By default, a user unit corresponds with the typographic unit of measurement known as the point.
1 in = 2.54 cm = 72 points

When a document object is opened,  a lot of initializations take place in iText.
If you use the parameterless Document constructor and you want to change page size and margins with the corresponding setter methods, it’s important to do this before opening the document. Otherwise the default page size and margins will be used for the first page, and your page settings will only be taken into account starting from the second page.
That’s why you should always set the PDF version and add the metadata before opening the document.

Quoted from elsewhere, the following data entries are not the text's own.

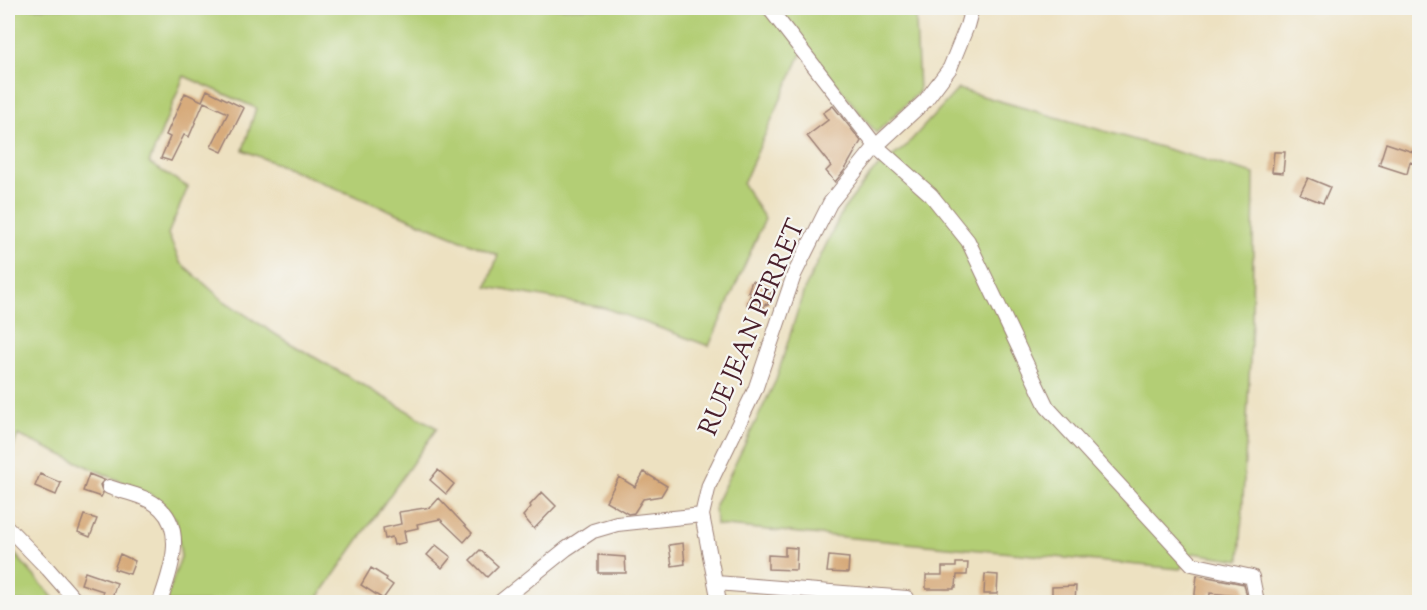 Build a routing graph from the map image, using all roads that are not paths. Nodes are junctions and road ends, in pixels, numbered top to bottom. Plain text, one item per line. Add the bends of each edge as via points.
1 (769, 8) edge
2 (972, 8) edge
3 (876, 146) junction
4 (109, 487) dead end
5 (702, 515) junction
6 (8, 528) edge
7 (716, 583) junction
8 (907, 598) dead end
9 (77, 603) edge
10 (160, 603) edge
11 (501, 603) edge
12 (719, 603) edge
13 (1257, 603) edge

1 - 3 street
2 - 3 street, RUE JEAN PERRET via 950,68 925,101
3 - 5 street, RUE JEAN PERRET via 830,203 794,275 755,390 709,485
3 - 13 street via 931,195 968,241 1047,407 1192,564 1252,578
4 - 10 street via 142,498 160,508 170,520 174,539
5 - 7 street, RUE JEAN PERRET
5 - 11 street via 617,524 593,531
6 - 9 street
7 - 8 street
7 - 12 street, RUE JEAN PERRET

When document.open() is invoked, the iText DocWriter starts writing its first bytes to the OutputStream. In the case of PdfWriter, a PDF header is written, and by default it looks like this:

%PDF-1.4
%âãÏÓ


adding content to the PDF document . There are three ways to do this:
    a:The easy way—Using iText’s basic building blocks
                        document.add(new Paragraph("Hello World"));

    b:As a PDF expert—Using iText methods that correspond with PDF operators and operands
                        PdfContentByte cb = writer.getDirectContent();
                        BaseFont bf = BaseFont.createFont(BaseFont.HELVETICA,
                        BaseFont.CP1252, BaseFont.NOT_EMBEDDED);
                        cb.saveState(); // q
                        cb.beginText(); // BT
                        cb.moveText(36, 806); // 36 806 Td
                        cb.moveText(0, -18); // 0 -18 Td
                        cb.setFontAndSize(bf, 12); // /F1 12 Tf
                        cb.showText("Hello World"); // (Hello World)Tj
                        cb.endText(); // ET
                        cb.restoreState(); // Q
    c:As a Java expert—Using Graphics2D methods and the paint method in Swing components
                        PdfContentByte cb = writer.getDirectContent();
                  Graphics2D graphics2D = cb.createGraphics(PageSize.A4.getWidth(),
                                                             PageSize.A4.getHeight());
                  graphics2D.drawString("Hello World", 36, 54);
                  graphics2D.dispose();
      (attention:On UNIX systems, may encounter X11 problems that prompt this error message: Can’t connect to X11 window server using xyz as the value of the DISPLAY variable. You can work around this issue by running the AWT in headless mode by starting the Java Virtual Machine (JVM) with the parameter java.awt.headless=true. Another solution is to run an X server. If you don’t need to display anything, a virtual X11 server will do.)